The site had reported earlier this week that the average gas price in the U.S. had exceeded $3 for the first time since 2014, due in part to the Colonial Pipeline cyberattack, which knocked one of the nation’s largest and most important pipelines offline for a period of nearly a week.
The pipeline was restarted Wednesday night.
“Following this restart it will take several days for the product delivery supply chain to return to normal,” Colonial said in a statement, per CNBC. “Some markets served by Colonial Pipeline may experience, or continue to experience, intermittent service interruptions during the start-up period. Colonial will move as much gasoline, diesel, and jet fuel as is safely possible and will continue to do so until markets return to normal.”
Despite some reports to the contrary, Bloomberg News reported Thursday that the company that owns the Colonial Pipeline agreed to pay nearly $5 million in ransom, shortly after the attack began.
“The company paid the hefty ransom in untraceable cryptocurrency within hours after the attack, underscoring the immense pressure faced by the Georgia-based operator to get gasoline and jet fuel flowing again to major cities along the Eastern Seaboard,” Bloomberg said. “A third person familiar with the situation said U.S. government officials are aware that Colonial made the payment.”
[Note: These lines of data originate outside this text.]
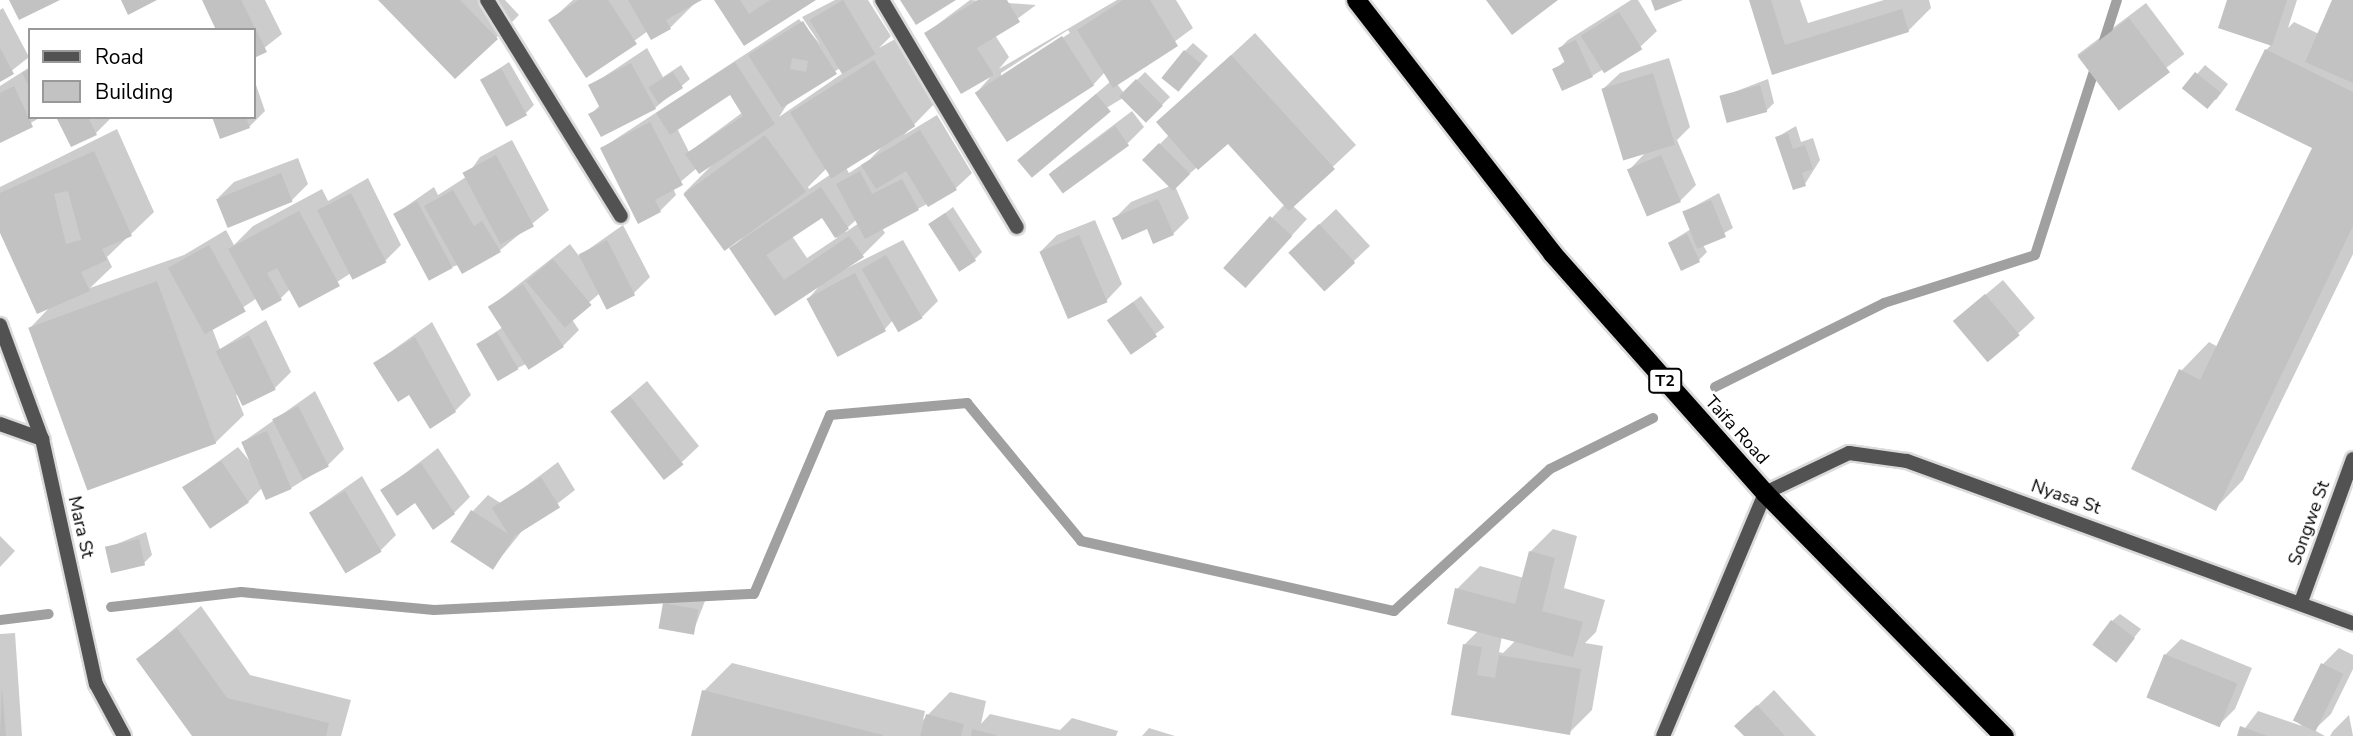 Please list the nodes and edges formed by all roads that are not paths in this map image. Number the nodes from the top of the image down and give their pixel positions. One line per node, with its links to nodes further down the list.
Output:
1 (487, 0): 4 (street)
2 (882, 0): 5 (street)
3 (1356, 0): 10 (highway, Taifa Road / T2)
4 (621, 216)
5 (1017, 227)
6 (0, 325): 8 (street, Mara St)
7 (0, 424): 8 (street)
8 (42, 439): 13 (street, Mara St)
9 (2353, 459): 11 (street, Songwe St)
10 (1765, 493): 11 (street, Nyasa St); 14 (street); 15 (highway, Taifa Road / T2)
11 (2302, 600): 12 (street, Nyasa St)
12 (2353, 623)
13 (124, 736)
14 (1663, 736)
15 (2004, 736)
The report also said that hackers provided Colonial with a decrypting tool, although “the tool was so slow that the company continued using its own backups to help restore the system.”
Meanwhile, Axios reported Thursday that despite the pipeline having come back online, the Biden Administration is “more worried than it's letting on about the potential fallout” from the pipeline debacle.
“Senior Biden officials are acutely sensitive to the images of lines outside gas stations before Memorial Day — the typical launch to the summer driving season. Republicans also are jumping on the bandwagon, suggesting Joe Biden is a modern-day Jimmy Carter,” the report said.
Stephen Silver, a technology writer for The National Interest, is a journalist, essayist and film critic, who is also a contributor to The Philadelphia Inquirer, Philly Voice, Philadelphia Weekly, the Jewish Telegraphic Agency, Living Life Fearless, Backstage magazine, Broad Street Review and Splice Today. The co-founder of the Philadelphia Film Critics Circle, Stephen lives in suburban Philadelphia with his wife and two sons. Follow him on Twitter at @StephenSilver.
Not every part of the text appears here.